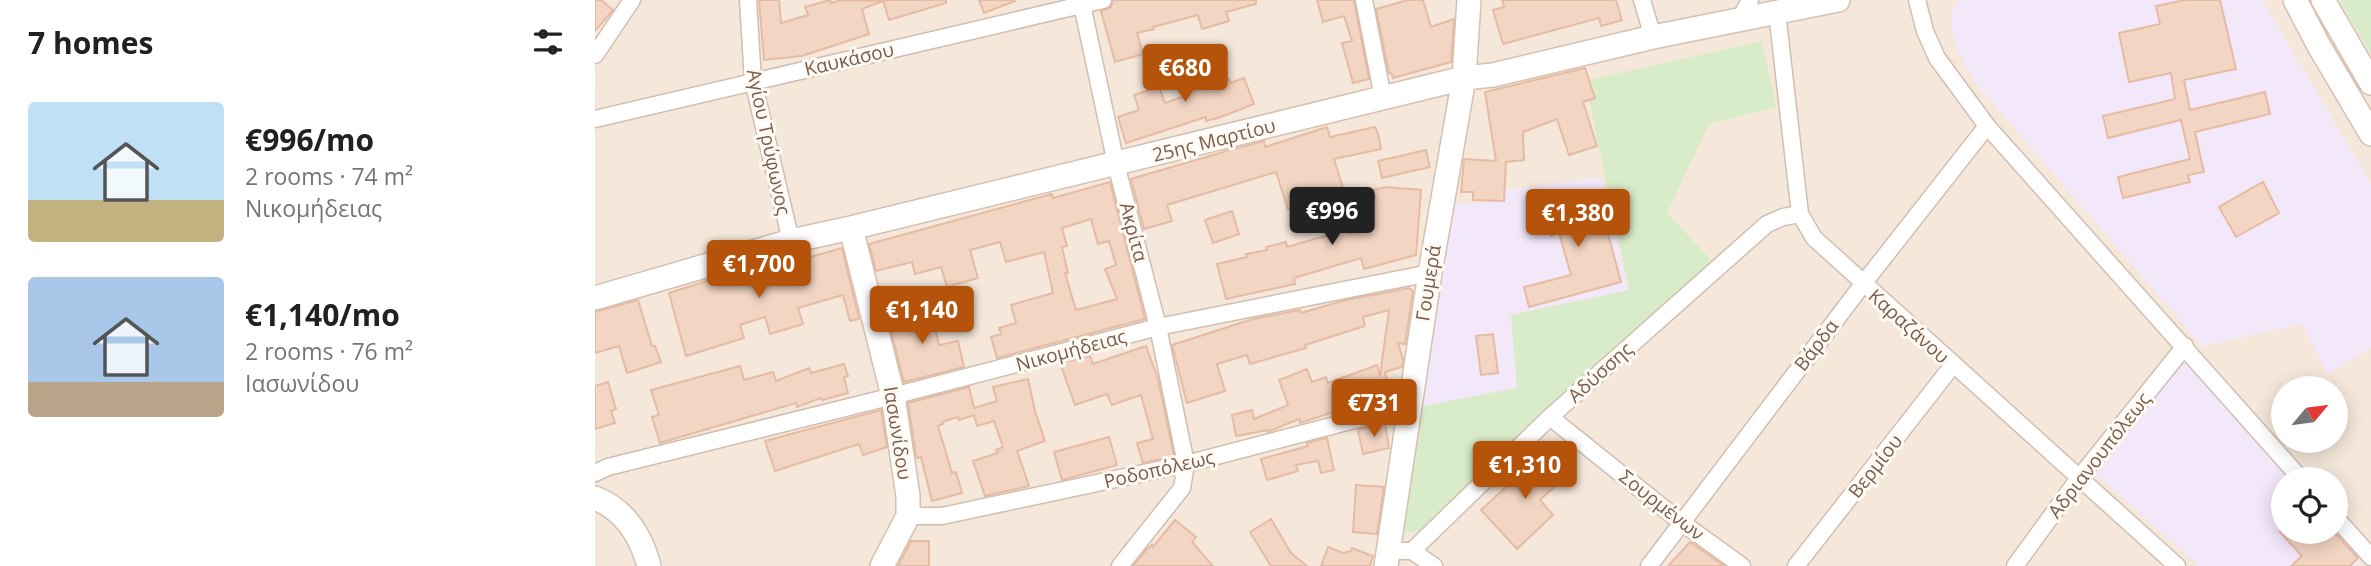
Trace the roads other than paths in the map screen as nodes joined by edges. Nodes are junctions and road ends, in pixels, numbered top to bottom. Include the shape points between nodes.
1 (748, 0) edge
2 (1103, 0) edge
3 (1364, 0) edge
4 (1469, 0) edge
5 (1642, 0) edge
6 (1838, 0) edge
7 (1917, 0) edge
8 (2295, 0) edge
9 (2323, 0) edge
10 (622, 3) edge
11 (1082, 3) edge
12 (1745, 10) edge
13 (1777, 12) junction
14 (1653, 37) junction
15 (595, 55) edge
16 (1464, 78) junction
17 (753, 81) junction
18 (2371, 83) edge
19 (1383, 98) junction
20 (595, 119) edge
21 (1987, 126) junction
22 (2371, 134) edge
23 (1116, 164) junction
24 (1800, 214) junction
25 (851, 228) junction
26 (791, 241) junction
27 (1430, 273) junction
28 (1863, 284) junction
29 (595, 298) edge
30 (1158, 327) junction
31 (2185, 346) junction
32 (1953, 365) junction
33 (893, 396) junction
34 (1408, 407) junction
35 (1550, 417) junction
36 (1186, 464) junction
37 (2291, 467) edge
38 (595, 473) edge
39 (2080, 478) junction
40 (595, 498) edge
41 (908, 516) junction
42 (1681, 522) junction
43 (2348, 532) edge
44 (1412, 551) junction
45 (1388, 558) edge
46 (2371, 559) edge
47 (1122, 565) edge
48 (649, 566) edge
49 (882, 566) edge
50 (1434, 566) edge
51 (1649, 566) edge
52 (1742, 566) edge
53 (1796, 566) edge
54 (2015, 566) edge
55 (2177, 566) edge
56 (2367, 566) edge

1 - 17 street, Αγίου Τρύφωνος
2 - 11 street, Καυκάσου
3 - 19 street
4 - 16 main road, Γουμερά
5 - 14 street
6 - 13 main road, 25ης Μαρτίου
7 - 21 street via 1937,58
8 - 22 main road
9 - 18 main road
10 - 15 street
11 - 17 street, Καυκάσου
11 - 23 street, Ακρίτα
12 - 13 main road, 25ης Μαρτίου
12 - 14 main road, 25ης Μαρτίου
13 - 24 street, Καραζάνου
14 - 16 main road, 25ης Μαρτίου
16 - 19 main road, 25ης Μαρτίου
16 - 27 main road, Γουμερά
17 - 20 street, Καυκάσου
17 - 26 street, Αγίου Τρύφωνος
19 - 23 main road, 25ης Μαρτίου
21 - 28 street, Βάρδα
21 - 31 street
23 - 25 main road, 25ης Μαρτίου
23 - 30 street, Ακρίτα
24 - 28 street, Καραζάνου via 1814,238
24 - 35 street, Αδύσσης via 1767,224
25 - 26 main road, 25ης Μαρτίου
25 - 33 main road, Ιασωνίδου
26 - 29 main road, 25ης Μαρτίου
27 - 30 street, Νικομήδειας
27 - 34 main road, Γουμερά
28 - 32 street, Καραζάνου
28 - 42 street, Βάρδα
30 - 33 street, Νικομήδειας
30 - 36 street, Ακρίτα
31 - 37 street
31 - 39 street, Αδριανουπόλεως
32 - 39 street, Καραζάνου
32 - 53 street, Βερμίου
33 - 38 street, Νικομήδειας
33 - 41 main road, Ιασωνίδου
34 - 36 street, Ροδοπόλεως
34 - 45 main road, Γουμερά
35 - 42 street, Σουρμένων
35 - 44 street, Αδύσσης
36 - 41 street, Ροδοπόλεως via 942,516
36 - 47 street via 1182,488
39 - 54 street, Αδριανουπόλεως
39 - 55 street, Καραζάνου
40 - 48 main road via 628,520 643,544
41 - 49 main road
42 - 51 street, Βάρδα
42 - 52 street, Σουρμένων
43 - 46 street
44 - 45 street
44 - 50 street
46 - 56 street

--- --- ---

*The task*
If a line of the entries holds the word "Νικομήδειας", copy it out.

*Response to the exercise*
27 - 30 street, Νικομήδειας
30 - 33 street, Νικομήδειας
33 - 38 street, Νικομήδειας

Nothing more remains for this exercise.